Pull out each line of the records holding the string "name".

(Collected data)
▬▬▬

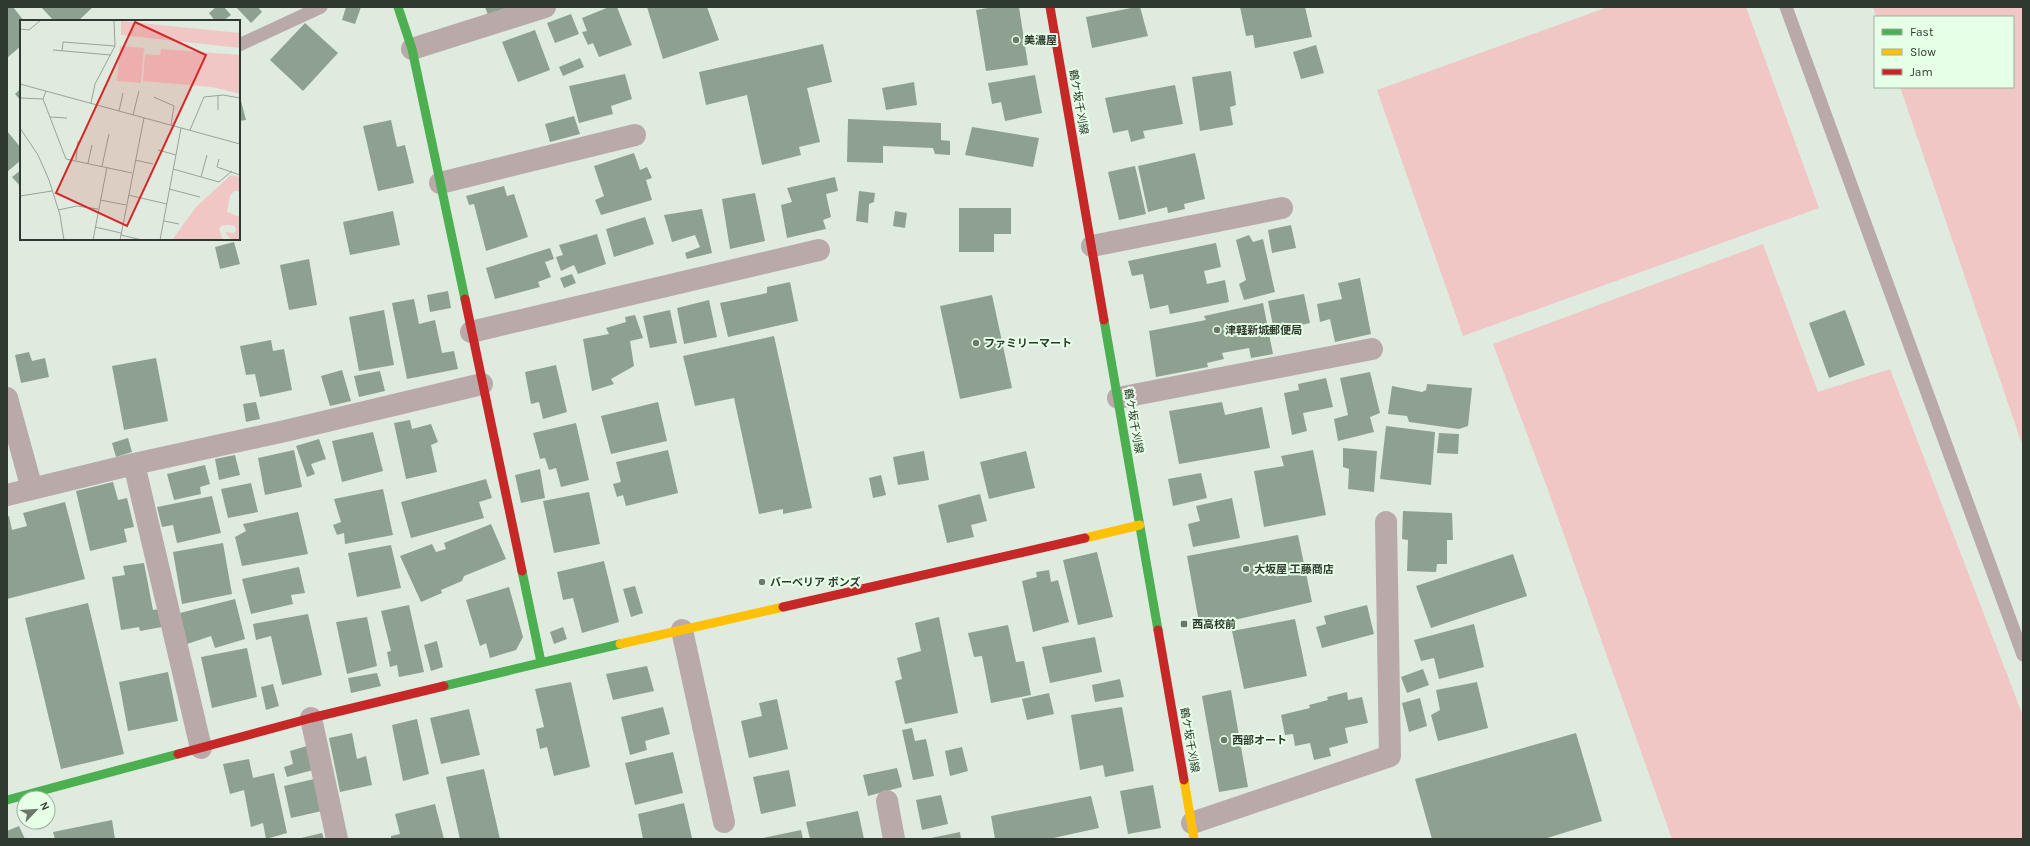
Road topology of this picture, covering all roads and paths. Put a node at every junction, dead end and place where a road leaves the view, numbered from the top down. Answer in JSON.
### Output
{"nodes":[{"id":1,"x":321,"y":7,"type":"edge"},
{"id":2,"x":398,"y":7,"type":"edge"},
{"id":3,"x":545,"y":7,"type":"edge"},
{"id":4,"x":1050,"y":7,"type":"edge"},
{"id":5,"x":1786,"y":7,"type":"edge"},
{"id":6,"x":240,"y":45,"type":"edge"},
{"id":7,"x":412,"y":49,"type":"junction"},
{"id":8,"x":635,"y":135,"type":"dead end"},
{"id":9,"x":440,"y":183,"type":"junction"},
{"id":10,"x":1282,"y":208,"type":"dead end"},
{"id":11,"x":1092,"y":246,"type":"junction"},
{"id":12,"x":819,"y":250,"type":"dead end"},
{"id":13,"x":471,"y":332,"type":"junction"},
{"id":14,"x":1372,"y":349,"type":"dead end"},
{"id":15,"x":482,"y":384,"type":"junction"},
{"id":16,"x":7,"y":398,"type":"edge"},
{"id":17,"x":1118,"y":398,"type":"junction"},
{"id":18,"x":134,"y":464,"type":"junction"},
{"id":19,"x":32,"y":489,"type":"junction"},
{"id":20,"x":7,"y":495,"type":"edge"},
{"id":21,"x":1386,"y":522,"type":"dead end"},
{"id":22,"x":1140,"y":525,"type":"junction"},
{"id":23,"x":682,"y":630,"type":"junction"},
{"id":24,"x":2023,"y":655,"type":"edge"},
{"id":25,"x":541,"y":662,"type":"junction"},
{"id":26,"x":311,"y":718,"type":"junction"},
{"id":27,"x":201,"y":748,"type":"junction"},
{"id":28,"x":7,"y":800,"type":"edge"},
{"id":29,"x":887,"y":801,"type":"dead end"},
{"id":30,"x":724,"y":822,"type":"dead end"},
{"id":31,"x":1193,"y":831,"type":"edge"},
{"id":32,"x":337,"y":839,"type":"edge"},
{"id":33,"x":894,"y":839,"type":"edge"}],
"edges":[{"from":1,"to":6,"type":"lane"},
{"from":2,"to":7,"type":"street"},
{"from":3,"to":7,"type":"street"},
{"from":4,"to":11,"type":"street","name":"鶴ケ坂千刈線"},
{"from":5,"to":24,"type":"lane"},
{"from":7,"to":9,"type":"street"},
{"from":8,"to":9,"type":"street"},
{"from":9,"to":13,"type":"street"},
{"from":10,"to":11,"type":"street"},
{"from":11,"to":17,"type":"street","name":"鶴ケ坂千刈線"},
{"from":12,"to":13,"type":"street"},
{"from":13,"to":15,"type":"street"},
{"from":14,"to":17,"type":"street"},
{"from":15,"to":18,"type":"street"},
{"from":15,"to":25,"type":"street"},
{"from":16,"to":19,"type":"street"},
{"from":17,"to":22,"type":"street","name":"鶴ケ坂千刈線"},
{"from":18,"to":19,"type":"street"},
{"from":18,"to":27,"type":"street"},
{"from":19,"to":20,"type":"street"},
{"from":21,"to":31,"type":"street"},
{"from":22,"to":23,"type":"street"},
{"from":22,"to":31,"type":"street","name":"鶴ケ坂千刈線"},
{"from":23,"to":25,"type":"street"},
{"from":23,"to":30,"type":"street"},
{"from":25,"to":26,"type":"street"},
{"from":26,"to":27,"type":"street"},
{"from":26,"to":32,"type":"street"},
{"from":27,"to":28,"type":"street"},
{"from":29,"to":33,"type":"street"}]}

▬▬▬

# Task response
{"from":4,"to":11,"type":"street","name":"鶴ケ坂千刈線"},
{"from":11,"to":17,"type":"street","name":"鶴ケ坂千刈線"},
{"from":17,"to":22,"type":"street","name":"鶴ケ坂千刈線"},
{"from":22,"to":31,"type":"street","name":"鶴ケ坂千刈線"},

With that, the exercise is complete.